### Description of the task
Provide only the number of lines below that contain the word "Rinjani".

### Supplied material
--------------------------------------------------
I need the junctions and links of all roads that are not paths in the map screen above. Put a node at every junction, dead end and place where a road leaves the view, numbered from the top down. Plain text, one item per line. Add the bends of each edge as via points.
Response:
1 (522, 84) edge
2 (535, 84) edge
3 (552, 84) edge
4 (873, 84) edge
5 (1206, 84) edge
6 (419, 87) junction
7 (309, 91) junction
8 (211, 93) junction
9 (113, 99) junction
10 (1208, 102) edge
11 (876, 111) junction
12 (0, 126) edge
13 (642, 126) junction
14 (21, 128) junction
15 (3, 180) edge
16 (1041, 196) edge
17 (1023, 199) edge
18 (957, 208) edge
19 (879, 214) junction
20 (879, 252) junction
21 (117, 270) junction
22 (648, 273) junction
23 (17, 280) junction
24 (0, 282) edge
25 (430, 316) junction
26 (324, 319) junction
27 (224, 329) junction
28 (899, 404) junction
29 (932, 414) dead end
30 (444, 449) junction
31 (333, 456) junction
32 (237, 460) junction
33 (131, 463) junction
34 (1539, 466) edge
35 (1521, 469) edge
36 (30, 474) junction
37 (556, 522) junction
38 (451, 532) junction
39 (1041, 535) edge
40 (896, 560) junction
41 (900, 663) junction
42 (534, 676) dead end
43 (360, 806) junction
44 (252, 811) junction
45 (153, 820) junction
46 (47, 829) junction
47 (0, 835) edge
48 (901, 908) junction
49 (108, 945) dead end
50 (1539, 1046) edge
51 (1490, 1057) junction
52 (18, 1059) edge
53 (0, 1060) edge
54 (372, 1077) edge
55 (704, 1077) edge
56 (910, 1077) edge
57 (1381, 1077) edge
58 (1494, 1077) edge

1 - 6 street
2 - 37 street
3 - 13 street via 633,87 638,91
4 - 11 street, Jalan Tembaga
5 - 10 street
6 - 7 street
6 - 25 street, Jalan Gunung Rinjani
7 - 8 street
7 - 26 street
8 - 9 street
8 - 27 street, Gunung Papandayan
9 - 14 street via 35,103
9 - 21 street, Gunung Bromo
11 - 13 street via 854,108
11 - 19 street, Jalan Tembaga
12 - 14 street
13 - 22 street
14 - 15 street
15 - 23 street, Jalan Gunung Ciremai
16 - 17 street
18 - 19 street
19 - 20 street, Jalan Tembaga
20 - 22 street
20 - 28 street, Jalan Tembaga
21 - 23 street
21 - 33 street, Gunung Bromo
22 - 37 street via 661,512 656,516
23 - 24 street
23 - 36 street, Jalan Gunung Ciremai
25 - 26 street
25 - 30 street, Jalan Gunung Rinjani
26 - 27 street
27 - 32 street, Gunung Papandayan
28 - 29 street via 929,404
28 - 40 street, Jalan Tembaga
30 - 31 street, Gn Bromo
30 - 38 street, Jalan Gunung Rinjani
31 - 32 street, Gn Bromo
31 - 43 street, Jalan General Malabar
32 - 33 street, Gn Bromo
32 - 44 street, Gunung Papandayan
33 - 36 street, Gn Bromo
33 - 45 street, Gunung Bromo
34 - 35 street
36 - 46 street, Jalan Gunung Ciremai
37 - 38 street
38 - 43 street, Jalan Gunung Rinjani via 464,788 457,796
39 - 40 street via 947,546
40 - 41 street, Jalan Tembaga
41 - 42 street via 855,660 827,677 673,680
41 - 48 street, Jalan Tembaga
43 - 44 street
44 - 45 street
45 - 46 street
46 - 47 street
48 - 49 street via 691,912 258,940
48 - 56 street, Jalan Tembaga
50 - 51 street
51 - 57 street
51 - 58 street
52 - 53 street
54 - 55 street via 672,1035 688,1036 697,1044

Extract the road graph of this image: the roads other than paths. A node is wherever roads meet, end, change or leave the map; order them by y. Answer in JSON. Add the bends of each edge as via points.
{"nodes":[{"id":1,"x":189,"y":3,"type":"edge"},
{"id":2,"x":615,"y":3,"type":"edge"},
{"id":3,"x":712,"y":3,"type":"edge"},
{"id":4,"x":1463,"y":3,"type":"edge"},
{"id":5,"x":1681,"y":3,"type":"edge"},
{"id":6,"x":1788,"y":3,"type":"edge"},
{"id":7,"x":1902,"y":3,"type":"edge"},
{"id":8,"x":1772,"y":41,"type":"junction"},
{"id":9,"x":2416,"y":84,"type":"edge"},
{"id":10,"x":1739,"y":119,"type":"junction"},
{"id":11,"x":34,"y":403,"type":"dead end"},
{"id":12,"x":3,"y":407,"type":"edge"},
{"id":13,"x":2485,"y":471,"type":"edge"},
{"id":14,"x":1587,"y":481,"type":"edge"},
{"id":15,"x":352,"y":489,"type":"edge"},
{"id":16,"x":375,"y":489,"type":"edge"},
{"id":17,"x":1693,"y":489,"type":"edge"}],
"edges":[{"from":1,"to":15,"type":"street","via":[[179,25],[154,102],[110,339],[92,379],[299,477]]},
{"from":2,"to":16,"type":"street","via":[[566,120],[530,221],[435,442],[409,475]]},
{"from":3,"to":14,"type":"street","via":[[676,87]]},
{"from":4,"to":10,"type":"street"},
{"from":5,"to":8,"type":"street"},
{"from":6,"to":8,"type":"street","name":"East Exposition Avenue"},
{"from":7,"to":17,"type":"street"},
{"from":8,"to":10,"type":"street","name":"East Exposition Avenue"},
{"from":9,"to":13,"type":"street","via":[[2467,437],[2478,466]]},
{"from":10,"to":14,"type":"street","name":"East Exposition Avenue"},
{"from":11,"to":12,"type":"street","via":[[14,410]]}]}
--------------------------------------------------
### Result below
4